▶ _WHAT IS BEING ASKED_
All lines in the material below that contain "dead" should be located and copied.

════════════════════

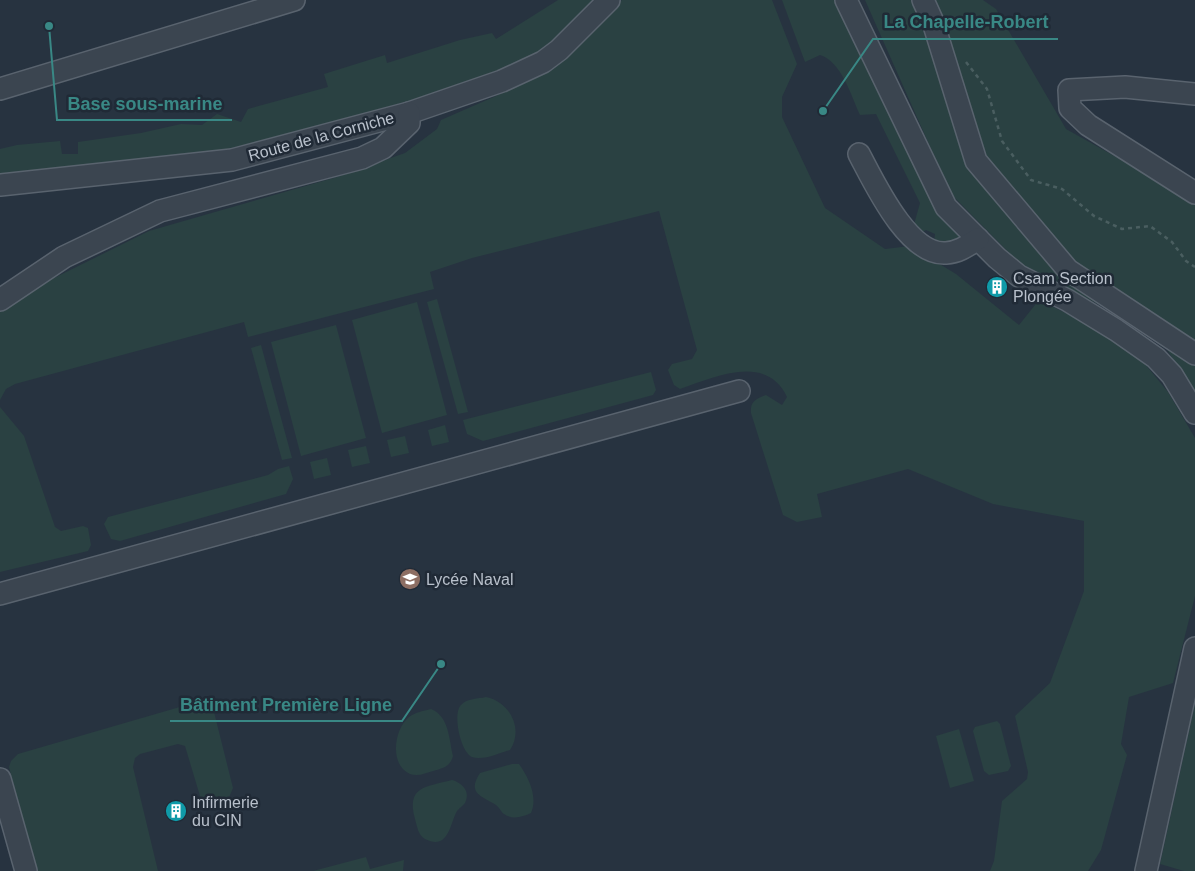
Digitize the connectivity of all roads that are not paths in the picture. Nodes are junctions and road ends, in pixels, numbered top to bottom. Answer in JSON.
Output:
{"nodes":[{"id":1,"x":294,"y":0,"type":"edge"},
{"id":2,"x":609,"y":0,"type":"edge"},
{"id":3,"x":846,"y":0,"type":"edge"},
{"id":4,"x":923,"y":0,"type":"edge"},
{"id":5,"x":0,"y":89,"type":"edge"},
{"id":6,"x":1195,"y":94,"type":"edge"},
{"id":7,"x":409,"y":113,"type":"junction"},
{"id":8,"x":859,"y":154,"type":"dead end"},
{"id":9,"x":0,"y":185,"type":"edge"},
{"id":10,"x":1195,"y":193,"type":"edge"},
{"id":11,"x":978,"y":239,"type":"junction"},
{"id":12,"x":0,"y":300,"type":"edge"},
{"id":13,"x":1195,"y":354,"type":"edge"},
{"id":14,"x":739,"y":391,"type":"dead end"},
{"id":15,"x":1192,"y":396,"type":"edge"},
{"id":16,"x":0,"y":594,"type":"edge"},
{"id":17,"x":1195,"y":648,"type":"edge"},
{"id":18,"x":0,"y":779,"type":"edge"},
{"id":19,"x":26,"y":871,"type":"edge"},
{"id":20,"x":1146,"y":871,"type":"edge"}],
"edges":[{"from":1,"to":5,"type":"street"},
{"from":2,"to":7,"type":"street","name":"Route de la Corniche"},
{"from":3,"to":11,"type":"street"},
{"from":4,"to":13,"type":"street"},
{"from":6,"to":10,"type":"street"},
{"from":7,"to":9,"type":"street","name":"Route de la Corniche"},
{"from":7,"to":12,"type":"street"},
{"from":8,"to":11,"type":"street"},
{"from":11,"to":15,"type":"street"},
{"from":14,"to":16,"type":"street"},
{"from":17,"to":20,"type":"street"},
{"from":18,"to":19,"type":"street"}]}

════════════════════

▶ _OUTPUT_
{"id":8,"x":859,"y":154,"type":"dead end"},
{"id":14,"x":739,"y":391,"type":"dead end"},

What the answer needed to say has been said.